• _Work task_
From the listing below, pull each line that includes "main".

• _Records for this exercise_
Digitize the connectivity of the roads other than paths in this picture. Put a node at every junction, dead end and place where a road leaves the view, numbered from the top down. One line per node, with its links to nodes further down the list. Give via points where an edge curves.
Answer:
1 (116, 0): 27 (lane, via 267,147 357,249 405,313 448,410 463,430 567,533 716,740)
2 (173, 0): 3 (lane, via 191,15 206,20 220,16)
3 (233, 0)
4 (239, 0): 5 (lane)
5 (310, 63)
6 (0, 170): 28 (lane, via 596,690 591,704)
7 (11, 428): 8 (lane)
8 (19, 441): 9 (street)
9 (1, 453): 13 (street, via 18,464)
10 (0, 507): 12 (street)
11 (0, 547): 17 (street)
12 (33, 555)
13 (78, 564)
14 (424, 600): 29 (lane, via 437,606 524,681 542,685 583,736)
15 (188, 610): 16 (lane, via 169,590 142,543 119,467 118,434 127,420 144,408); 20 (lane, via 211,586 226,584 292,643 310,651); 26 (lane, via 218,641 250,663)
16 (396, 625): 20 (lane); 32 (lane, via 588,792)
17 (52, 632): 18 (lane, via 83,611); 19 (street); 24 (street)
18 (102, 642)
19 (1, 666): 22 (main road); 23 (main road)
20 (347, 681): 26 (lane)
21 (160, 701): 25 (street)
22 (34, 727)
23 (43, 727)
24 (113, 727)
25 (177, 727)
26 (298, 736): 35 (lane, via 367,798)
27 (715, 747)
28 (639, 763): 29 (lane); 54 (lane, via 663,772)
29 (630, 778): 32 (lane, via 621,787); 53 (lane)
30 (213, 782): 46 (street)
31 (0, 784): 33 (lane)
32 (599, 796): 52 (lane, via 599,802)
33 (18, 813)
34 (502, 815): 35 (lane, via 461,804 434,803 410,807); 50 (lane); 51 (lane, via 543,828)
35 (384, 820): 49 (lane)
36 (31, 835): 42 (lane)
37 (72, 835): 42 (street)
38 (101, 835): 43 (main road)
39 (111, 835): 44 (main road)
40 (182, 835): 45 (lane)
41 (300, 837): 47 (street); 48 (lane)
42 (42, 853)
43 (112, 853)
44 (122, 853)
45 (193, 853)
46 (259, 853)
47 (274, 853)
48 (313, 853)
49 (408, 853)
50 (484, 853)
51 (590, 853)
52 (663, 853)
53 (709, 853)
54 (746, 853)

• _Solution to the exercise_
19 (1, 666): 22 (main road); 23 (main road)
38 (101, 835): 43 (main road)
39 (111, 835): 44 (main road)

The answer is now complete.